* _Activity_
Could you reproduce every record below exactly as written?

Stored data entries
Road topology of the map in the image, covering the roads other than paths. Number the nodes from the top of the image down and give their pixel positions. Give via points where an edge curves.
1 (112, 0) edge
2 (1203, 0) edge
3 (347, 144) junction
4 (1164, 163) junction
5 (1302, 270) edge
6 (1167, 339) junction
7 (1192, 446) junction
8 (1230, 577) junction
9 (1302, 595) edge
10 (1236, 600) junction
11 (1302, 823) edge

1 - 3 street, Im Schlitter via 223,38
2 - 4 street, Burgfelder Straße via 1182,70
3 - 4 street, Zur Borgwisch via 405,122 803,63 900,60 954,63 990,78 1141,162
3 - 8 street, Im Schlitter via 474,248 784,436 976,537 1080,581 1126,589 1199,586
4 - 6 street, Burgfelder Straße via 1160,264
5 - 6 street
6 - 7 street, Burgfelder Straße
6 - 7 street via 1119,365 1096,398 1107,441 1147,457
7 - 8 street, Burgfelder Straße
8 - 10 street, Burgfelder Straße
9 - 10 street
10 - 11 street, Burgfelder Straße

* _Response to this exercise_
Road topology of the map in the image, covering the roads other than paths. Number the nodes from the top of the image down and give their pixel positions. Give via points where an edge curves.
1 (112, 0) edge
2 (1203, 0) edge
3 (347, 144) junction
4 (1164, 163) junction
5 (1302, 270) edge
6 (1167, 339) junction
7 (1192, 446) junction
8 (1230, 577) junction
9 (1302, 595) edge
10 (1236, 600) junction
11 (1302, 823) edge

1 - 3 street, Im Schlitter via 223,38
2 - 4 street, Burgfelder Straße via 1182,70
3 - 4 street, Zur Borgwisch via 405,122 803,63 900,60 954,63 990,78 1141,162
3 - 8 street, Im Schlitter via 474,248 784,436 976,537 1080,581 1126,589 1199,586
4 - 6 street, Burgfelder Straße via 1160,264
5 - 6 street
6 - 7 street, Burgfelder Straße
6 - 7 street via 1119,365 1096,398 1107,441 1147,457
7 - 8 street, Burgfelder Straße
8 - 10 street, Burgfelder Straße
9 - 10 street
10 - 11 street, Burgfelder Straße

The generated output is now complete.